Perhaps, however, the theory is that the good of any state consists not in the condition itself but in the knowledge and perception of it.

But at this rate the Good is nothing but the mere sensation, the bare activity of the sentient life.And so it will be possessed by all that feel, no matter what.Perhaps it will be said that two constituents are needed to make up the Good, that there must be both feeling and a given state felt: but how can it be maintained that the bringing together of two neutrals can produce the Good?

They will explain, possibly, that the state must be a state of Good and that such a condition constitutes well-being on the discernment of that present good; but then they invite the question whether the well-being comes by discerning the presence of the Good that is there, or whether there must further be the double recognition that the state is agreeable and that the agreeable state constitutes the Good.

If well-being demands this recognition, it depends no longer upon sensation but upon another, a higher faculty; and well-being is vested not in a faculty receptive of pleasure but in one competent to discern that pleasure is the Good.

Then the cause of the well-being is no longer pleasure but the faculty competent to pronounce as to pleasure's value.Now a judging entity is nobler than one that merely accepts a state: it is a principle of Reason or of Intellection: pleasure is a state: the reasonless can never be closer to the Good than reason is.How can reason abdicate and declare nearer to good than itself something lying in a contrary order?

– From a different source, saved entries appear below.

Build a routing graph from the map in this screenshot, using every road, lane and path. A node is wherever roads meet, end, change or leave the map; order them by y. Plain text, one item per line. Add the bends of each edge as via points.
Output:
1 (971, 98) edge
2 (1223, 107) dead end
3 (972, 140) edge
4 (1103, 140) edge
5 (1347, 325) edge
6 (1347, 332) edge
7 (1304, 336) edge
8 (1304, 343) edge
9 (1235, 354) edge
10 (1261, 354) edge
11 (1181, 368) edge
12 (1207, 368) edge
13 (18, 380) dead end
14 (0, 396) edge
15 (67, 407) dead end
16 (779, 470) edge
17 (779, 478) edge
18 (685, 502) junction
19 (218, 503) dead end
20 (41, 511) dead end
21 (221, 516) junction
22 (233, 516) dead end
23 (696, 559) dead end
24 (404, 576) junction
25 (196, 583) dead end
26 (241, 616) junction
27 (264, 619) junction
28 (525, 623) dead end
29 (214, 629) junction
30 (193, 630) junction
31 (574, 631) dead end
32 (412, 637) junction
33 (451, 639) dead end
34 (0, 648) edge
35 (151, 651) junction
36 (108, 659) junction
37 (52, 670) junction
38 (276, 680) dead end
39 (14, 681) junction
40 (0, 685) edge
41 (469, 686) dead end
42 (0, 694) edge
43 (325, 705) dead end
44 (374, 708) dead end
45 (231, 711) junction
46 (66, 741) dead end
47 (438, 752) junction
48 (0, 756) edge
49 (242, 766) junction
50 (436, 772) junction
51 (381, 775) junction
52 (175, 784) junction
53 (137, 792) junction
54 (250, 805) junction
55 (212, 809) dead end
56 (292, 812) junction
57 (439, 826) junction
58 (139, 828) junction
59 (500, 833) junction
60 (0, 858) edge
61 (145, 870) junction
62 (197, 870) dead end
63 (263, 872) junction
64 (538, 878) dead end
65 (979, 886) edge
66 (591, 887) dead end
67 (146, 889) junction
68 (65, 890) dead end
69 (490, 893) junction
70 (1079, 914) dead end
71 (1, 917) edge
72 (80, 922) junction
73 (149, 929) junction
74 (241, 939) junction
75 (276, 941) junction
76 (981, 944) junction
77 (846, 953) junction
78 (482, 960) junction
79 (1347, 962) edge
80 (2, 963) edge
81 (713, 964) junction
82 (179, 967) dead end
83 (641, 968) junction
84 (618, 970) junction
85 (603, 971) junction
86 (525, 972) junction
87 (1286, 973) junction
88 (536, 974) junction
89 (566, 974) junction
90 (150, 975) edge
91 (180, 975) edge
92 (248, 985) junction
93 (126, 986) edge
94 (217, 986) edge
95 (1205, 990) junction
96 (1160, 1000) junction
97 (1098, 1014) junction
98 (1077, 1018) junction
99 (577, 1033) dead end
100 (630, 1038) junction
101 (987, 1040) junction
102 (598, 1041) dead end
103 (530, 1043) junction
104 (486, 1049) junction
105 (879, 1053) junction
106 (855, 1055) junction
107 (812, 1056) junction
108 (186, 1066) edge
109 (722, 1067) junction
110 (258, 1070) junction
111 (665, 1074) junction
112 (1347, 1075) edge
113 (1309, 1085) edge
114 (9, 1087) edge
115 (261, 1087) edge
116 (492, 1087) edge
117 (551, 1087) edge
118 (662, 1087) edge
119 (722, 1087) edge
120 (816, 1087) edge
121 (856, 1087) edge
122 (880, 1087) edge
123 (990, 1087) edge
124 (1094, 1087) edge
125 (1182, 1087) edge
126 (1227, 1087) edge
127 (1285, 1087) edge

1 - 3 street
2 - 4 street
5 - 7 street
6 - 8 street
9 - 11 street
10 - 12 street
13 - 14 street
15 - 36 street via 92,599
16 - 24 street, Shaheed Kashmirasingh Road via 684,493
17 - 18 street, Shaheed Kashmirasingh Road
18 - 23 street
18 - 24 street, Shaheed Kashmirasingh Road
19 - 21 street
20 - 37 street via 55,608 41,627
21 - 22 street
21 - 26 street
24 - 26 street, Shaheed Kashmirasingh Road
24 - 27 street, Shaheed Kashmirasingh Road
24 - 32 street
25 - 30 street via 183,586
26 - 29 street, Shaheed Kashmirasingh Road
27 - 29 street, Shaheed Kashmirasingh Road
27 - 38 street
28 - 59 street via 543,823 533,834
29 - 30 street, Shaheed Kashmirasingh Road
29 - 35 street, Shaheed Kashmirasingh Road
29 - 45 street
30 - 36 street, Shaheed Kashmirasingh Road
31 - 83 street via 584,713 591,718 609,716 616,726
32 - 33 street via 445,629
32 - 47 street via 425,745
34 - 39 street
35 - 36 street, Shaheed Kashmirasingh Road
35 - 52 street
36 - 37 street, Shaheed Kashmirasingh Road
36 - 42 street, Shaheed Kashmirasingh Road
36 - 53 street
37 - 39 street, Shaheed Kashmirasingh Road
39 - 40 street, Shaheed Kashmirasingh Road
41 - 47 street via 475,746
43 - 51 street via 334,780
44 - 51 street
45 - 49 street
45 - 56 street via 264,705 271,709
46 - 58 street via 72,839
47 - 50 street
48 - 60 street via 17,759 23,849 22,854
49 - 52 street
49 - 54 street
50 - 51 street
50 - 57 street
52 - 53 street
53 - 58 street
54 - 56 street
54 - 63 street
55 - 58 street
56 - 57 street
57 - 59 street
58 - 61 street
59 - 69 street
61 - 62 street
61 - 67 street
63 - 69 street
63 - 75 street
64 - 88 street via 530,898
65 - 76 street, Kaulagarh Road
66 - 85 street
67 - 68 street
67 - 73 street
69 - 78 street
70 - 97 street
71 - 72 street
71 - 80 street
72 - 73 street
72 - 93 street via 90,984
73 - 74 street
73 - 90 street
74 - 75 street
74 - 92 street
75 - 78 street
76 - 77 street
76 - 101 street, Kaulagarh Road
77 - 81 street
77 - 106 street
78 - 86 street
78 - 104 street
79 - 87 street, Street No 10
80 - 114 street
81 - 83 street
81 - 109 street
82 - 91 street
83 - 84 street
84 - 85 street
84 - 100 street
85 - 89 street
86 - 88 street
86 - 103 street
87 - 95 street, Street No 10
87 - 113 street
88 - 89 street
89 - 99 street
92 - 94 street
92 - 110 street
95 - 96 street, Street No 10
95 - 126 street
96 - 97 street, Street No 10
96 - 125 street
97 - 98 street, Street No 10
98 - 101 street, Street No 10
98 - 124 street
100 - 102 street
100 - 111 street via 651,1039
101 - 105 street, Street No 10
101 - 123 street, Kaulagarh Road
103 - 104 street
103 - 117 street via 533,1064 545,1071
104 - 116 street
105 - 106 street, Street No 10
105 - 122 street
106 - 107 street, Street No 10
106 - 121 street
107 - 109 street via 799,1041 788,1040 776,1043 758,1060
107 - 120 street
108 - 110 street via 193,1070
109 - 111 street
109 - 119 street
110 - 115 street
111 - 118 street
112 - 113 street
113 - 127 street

No: those denying the good of life to the vegetable world, and those that make it consist in some precise quality of sensation, are in reality seeking a loftier well-being than they are aware of, and setting their highest in a more luminous phase of life.

Perhaps, then, those are in the right who found happiness not on the bare living or even on sensitive life but on the life of Reason?

But they must tell us it should be thus restricted and why precisely they make Reason an essential to the happiness in a living being:

"When you insist on Reason, is it because Reason is resourceful, swift to discern and compass the primal needs of nature; or would you demand it, even though it were powerless in that domain?"If you call it in as a provider, then the reasonless, equally with the reasoning, may possess happiness after their kind, as long as, without any thought of theirs, nature supplies their wants: Reason becomes a servant; there is no longer any worth in it for itself and no worth in that consummation of reason which, we hold, is virtue.

If you say that reason is to be cherished for its own sake and not as supplying these human needs, you must tell us what other services it renders, what is its proper nature and what makes it the perfect thing it is.

For, on this admission, its perfection cannot reside in any such planning and providing: its perfection will be something quite different, something of quite another class: Reason cannot be itself one of those first needs of nature; it cannot even be a cause of those first needs of nature or at all belong to that order: it must be nobler than any and all of such things: otherwise it is not easy to see how we can be asked to rate it so highly.